Andersen believes in the longer term, the best option would be to offload the oil from the ship and then tow it to a safe location for inspection and dismantling.
For now, the international community must come up with a response plan should an oil spill occur, she said, emphasizing that the Safer could release four times more oil than the notorious Exxon Valdez disaster did, off Alaska in 1989.
Neither war-torn Yemen nor its neighbours have the capacity to manage and mitigate the consequences of such a huge spill – and private salvage operators will be reluctant to take on a job inside a conflict zone, she said.
Yemen has been torn apart by more than five years of conflict between the forces of President Abdrabbuh Mansur Hadi – supported by a Saudi-led international coalition – and mainly Houthi militia, for control of the Arab nation.

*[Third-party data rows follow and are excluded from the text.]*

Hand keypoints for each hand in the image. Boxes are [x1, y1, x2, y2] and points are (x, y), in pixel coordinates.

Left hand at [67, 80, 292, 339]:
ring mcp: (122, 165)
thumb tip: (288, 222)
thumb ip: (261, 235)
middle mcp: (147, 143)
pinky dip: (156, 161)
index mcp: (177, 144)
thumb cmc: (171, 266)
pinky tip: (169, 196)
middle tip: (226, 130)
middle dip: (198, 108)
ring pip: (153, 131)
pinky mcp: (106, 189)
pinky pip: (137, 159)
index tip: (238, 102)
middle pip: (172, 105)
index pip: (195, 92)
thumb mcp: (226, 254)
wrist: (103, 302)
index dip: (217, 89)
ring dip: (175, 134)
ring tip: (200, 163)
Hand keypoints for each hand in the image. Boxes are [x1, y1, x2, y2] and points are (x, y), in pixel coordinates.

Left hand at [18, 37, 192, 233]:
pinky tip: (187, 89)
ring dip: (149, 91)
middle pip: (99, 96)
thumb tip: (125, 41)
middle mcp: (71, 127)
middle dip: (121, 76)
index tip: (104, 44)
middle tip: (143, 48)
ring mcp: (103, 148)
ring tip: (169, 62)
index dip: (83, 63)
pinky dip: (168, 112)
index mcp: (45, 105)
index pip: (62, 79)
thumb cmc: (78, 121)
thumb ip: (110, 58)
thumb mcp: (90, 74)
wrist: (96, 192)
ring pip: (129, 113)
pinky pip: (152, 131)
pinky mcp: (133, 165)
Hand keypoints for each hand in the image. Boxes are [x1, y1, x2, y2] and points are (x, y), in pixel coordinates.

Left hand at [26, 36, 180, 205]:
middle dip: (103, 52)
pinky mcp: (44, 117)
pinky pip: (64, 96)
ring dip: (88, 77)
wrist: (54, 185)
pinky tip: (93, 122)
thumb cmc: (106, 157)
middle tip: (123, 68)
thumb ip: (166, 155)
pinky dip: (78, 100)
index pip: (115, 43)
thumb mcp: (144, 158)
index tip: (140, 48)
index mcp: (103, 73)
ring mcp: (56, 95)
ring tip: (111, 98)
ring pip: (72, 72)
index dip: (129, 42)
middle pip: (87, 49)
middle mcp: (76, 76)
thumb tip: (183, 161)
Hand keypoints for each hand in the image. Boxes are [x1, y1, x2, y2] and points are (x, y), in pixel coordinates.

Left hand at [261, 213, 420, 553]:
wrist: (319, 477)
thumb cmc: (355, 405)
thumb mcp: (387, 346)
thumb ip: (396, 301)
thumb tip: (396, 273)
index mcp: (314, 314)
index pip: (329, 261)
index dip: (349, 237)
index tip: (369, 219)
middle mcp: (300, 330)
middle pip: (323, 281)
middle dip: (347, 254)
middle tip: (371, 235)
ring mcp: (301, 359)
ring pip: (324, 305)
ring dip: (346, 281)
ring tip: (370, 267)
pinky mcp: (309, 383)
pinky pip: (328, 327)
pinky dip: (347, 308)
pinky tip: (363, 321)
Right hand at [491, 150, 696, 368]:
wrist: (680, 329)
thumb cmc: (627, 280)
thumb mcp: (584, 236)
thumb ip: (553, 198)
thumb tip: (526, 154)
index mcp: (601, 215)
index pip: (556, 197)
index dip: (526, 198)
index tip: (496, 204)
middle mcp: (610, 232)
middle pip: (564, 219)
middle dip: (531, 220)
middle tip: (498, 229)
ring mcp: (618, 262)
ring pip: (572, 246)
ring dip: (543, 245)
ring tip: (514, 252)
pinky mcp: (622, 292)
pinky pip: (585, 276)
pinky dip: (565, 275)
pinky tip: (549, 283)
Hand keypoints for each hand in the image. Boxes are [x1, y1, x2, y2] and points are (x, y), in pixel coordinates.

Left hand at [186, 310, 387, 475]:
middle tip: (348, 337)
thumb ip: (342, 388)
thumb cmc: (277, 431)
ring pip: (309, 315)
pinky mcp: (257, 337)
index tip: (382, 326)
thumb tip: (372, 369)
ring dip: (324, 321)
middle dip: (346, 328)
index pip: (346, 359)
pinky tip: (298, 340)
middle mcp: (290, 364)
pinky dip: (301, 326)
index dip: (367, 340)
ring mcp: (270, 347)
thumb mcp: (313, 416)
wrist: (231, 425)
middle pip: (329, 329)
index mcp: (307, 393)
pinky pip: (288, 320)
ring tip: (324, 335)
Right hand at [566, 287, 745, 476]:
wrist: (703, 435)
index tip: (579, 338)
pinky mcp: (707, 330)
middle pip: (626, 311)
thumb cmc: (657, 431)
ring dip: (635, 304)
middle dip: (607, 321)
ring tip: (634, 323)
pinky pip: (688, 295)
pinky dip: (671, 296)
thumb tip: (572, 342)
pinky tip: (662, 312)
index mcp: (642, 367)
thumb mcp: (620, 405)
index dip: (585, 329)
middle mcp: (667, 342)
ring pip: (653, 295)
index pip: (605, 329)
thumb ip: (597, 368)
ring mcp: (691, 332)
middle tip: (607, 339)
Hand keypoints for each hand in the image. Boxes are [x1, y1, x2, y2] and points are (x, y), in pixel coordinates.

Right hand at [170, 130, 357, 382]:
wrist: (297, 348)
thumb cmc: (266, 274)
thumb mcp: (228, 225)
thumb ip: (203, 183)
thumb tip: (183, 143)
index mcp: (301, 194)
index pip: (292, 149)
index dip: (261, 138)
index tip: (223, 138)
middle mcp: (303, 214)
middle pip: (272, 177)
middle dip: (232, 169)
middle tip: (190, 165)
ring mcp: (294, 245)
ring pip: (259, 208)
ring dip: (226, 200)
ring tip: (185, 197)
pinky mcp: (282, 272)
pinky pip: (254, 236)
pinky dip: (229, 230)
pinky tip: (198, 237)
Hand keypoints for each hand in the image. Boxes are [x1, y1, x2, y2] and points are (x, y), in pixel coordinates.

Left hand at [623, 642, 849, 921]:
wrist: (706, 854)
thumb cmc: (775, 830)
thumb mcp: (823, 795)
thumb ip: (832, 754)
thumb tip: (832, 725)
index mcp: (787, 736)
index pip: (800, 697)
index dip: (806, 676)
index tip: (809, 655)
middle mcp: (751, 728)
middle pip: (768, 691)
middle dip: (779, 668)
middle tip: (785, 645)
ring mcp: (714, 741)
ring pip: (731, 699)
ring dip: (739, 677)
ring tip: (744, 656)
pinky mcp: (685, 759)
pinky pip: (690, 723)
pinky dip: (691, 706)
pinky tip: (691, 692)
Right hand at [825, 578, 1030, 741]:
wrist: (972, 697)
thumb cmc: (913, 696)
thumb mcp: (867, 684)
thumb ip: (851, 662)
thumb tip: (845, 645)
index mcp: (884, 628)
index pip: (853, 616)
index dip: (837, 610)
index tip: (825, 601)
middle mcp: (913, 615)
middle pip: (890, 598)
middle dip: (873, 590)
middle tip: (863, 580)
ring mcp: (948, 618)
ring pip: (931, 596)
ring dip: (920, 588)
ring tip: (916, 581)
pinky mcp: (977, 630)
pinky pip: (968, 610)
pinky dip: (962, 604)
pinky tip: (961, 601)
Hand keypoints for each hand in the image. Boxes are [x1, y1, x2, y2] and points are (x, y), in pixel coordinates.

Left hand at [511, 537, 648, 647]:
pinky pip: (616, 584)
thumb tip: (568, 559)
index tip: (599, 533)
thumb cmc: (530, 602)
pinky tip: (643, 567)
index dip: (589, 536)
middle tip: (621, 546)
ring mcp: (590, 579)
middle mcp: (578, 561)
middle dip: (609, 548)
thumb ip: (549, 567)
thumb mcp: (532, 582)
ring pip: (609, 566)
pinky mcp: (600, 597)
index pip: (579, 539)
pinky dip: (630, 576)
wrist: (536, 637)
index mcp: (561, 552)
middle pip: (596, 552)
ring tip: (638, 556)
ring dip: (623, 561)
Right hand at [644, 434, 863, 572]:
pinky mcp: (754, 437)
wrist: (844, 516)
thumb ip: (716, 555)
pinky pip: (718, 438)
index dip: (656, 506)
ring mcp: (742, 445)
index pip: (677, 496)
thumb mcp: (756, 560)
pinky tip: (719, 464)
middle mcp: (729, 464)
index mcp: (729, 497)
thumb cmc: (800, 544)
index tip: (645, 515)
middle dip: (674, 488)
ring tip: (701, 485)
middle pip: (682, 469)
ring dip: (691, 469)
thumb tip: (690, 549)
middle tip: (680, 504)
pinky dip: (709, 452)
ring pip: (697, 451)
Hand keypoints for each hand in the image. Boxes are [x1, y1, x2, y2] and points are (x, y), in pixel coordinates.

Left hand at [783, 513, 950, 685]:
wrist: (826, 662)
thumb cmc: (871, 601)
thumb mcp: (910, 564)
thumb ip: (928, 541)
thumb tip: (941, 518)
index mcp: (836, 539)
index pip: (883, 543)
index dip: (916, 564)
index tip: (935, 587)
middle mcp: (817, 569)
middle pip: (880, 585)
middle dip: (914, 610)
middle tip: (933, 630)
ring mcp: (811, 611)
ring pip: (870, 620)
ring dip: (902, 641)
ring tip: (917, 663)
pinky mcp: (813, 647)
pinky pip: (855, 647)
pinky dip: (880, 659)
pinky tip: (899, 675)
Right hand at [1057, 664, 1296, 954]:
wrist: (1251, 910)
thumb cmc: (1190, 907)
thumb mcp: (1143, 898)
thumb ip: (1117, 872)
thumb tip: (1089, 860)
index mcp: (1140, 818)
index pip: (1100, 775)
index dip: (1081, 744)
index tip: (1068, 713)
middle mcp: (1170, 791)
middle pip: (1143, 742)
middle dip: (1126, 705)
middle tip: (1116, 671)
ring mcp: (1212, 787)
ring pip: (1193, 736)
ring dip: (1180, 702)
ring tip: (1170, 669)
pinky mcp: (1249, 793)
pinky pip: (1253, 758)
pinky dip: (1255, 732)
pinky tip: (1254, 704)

Special Envoys of the UN have been calling for access to the Safer for almost two years, to inspect the state of the vessel and avert a possible environmental disaster, which would jeopardize the survival and livelihoods of those living in the surrounding areas.
Despite some initial pushbacks from the Houthis to allow access to the ship, UN humanitarian affairs chief Mark Lowcock said that the Houthi authorities confirmed two weeks ago that they would accept a long-planned UN mission to the tanker.
As disclosed, the mission will hopefully take place in the next few weeks.
“We have, of course, been here before”, he said, recalling that Ansar Allah – the Houthi militia’s formal name – gave similar assurances in August 2019, only to cancel the UN mission the night before it was to go out to the vessel.
“The Ansar Allah authorities have an important opportunity here to take steps that will spare millions of their fellow citizens from yet another tragedy,” said Lowcock, who leads the Office for the Coordination of Humanitarian Affairs (OCHA).
“We are eager to work with them to do this.”
Andersen added that based on the modelling exercise by independent experts it is estimated that if the Safer spills its cargo between July and September, given prevailing winds and currents, it would affect 100 per cent of Yemen’s fisheries within a matter of days.
As explained, the closure of the nearby key port of Al Houdeidah for five to six months would meanwhile trigger a 200 per cent increase in fuel prices, while food prices – in a country that must import nearly everything it needs – would likely double.
The port is close to one of Yemen’s marine protected areas, home to mangroves and coral reefs.
While the west coast of Yemen would be hardest hit, the impact would quickly extend to Djibouti, Eritrea and Saudi Arabia, affect demand for seafood from the Red Sea and impact on the more than 200,000 ships that pass through every year, she warned.
“Even if the response activities were to be initiated immediately after the oil spill, it would nonetheless take years for ecosystems and economies to recover,” she pointed out.